The way to do this is the compute the raw distance AB from A to B, for example, assume a gaussian centered on A with a certain standard deviation (how is this standard deviation determined ? ), and read off the density of the guassian at distance AB from A

![image.png](attachment:48827c86-a7bd-48b1-9f23-1f9472d6e886.png)

2) Do this for every point apart from A (So you have N-1 similarities, AB, AC, AD....) Ignore AA (The similarity of a point with itself, set to 0 in TSNE, even though it should technically have the highest value).

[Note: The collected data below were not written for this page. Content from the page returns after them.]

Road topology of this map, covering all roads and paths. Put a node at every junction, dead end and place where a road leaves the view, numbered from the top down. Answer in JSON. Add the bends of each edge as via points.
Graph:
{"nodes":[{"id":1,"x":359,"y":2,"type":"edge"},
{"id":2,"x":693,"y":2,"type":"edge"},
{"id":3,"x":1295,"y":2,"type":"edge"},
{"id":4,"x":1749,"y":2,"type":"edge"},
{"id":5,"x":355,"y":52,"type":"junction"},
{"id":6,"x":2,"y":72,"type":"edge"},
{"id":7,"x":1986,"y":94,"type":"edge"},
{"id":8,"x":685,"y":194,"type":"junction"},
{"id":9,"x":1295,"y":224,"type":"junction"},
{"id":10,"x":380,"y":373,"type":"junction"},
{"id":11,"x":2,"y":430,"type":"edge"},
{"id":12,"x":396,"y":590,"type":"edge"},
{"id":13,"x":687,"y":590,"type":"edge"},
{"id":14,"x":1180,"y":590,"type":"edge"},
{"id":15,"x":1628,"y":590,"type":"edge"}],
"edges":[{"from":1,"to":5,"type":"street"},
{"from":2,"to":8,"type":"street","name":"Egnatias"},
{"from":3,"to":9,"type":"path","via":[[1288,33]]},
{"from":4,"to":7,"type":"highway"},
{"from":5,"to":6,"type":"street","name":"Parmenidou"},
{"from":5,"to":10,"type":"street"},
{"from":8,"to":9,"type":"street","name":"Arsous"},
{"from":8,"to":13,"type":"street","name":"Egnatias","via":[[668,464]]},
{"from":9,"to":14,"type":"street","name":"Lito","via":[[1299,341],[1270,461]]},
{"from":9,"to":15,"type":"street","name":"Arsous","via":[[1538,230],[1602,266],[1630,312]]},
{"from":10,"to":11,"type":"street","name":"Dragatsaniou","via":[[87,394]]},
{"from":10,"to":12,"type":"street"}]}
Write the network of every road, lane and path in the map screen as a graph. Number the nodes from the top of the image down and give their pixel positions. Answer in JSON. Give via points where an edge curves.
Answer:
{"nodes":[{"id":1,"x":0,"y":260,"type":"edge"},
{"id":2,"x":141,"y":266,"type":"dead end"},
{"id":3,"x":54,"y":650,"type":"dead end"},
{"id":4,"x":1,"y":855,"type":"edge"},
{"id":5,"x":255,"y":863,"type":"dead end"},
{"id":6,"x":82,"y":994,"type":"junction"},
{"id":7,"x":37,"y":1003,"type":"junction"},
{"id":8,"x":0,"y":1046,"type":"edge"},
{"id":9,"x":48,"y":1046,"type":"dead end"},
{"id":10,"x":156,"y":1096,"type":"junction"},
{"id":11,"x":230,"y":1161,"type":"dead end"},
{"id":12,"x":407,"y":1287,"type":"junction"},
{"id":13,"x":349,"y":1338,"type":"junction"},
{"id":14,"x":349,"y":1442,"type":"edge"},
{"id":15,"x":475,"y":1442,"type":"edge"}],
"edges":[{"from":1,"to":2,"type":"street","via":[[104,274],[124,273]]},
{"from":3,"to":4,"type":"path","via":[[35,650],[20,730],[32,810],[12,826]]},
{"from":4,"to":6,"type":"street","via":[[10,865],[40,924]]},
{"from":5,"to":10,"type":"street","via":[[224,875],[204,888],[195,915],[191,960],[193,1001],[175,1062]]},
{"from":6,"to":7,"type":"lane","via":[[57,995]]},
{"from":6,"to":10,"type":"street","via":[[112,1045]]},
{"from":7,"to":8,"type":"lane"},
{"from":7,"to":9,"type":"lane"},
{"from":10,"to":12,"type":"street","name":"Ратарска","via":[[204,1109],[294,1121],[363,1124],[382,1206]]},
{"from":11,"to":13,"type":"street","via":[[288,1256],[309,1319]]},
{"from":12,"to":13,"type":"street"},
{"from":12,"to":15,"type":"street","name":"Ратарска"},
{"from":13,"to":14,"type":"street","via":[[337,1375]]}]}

Now we want to scale these N-1 similarities, such that the sum is 1 (Why do we need to scale these similaries so they add up to 1 ? This is to factor out the local density of points, related to the perplexity parameter)

3) Pick each of the other points and repeat steps 1 and 2. You will get a N * N matrix with all similarity scores. However, this is still asymmetrical, as the way the gaussian is defined, AB (Gaussian centered on A, similarity of A with B) and BA ( Gaussian centered on B, similarity of B with A) need not be the same. So make this matrix a symmetric matrix, by replacing AB and BA with 0.5(AB+BA)

The diagonals (a similarity of point with itself) is set to 0


Now we are done with the high dimensional space, and want to go to the low dimension space


4) First , initialize all N points randomly in the low dimensional space. Compute similar pairwise similarities between all pairs of points in the low dimension, the only difference is that a T-Distribution is used in low dimension unlike a gaussian in higher dimension)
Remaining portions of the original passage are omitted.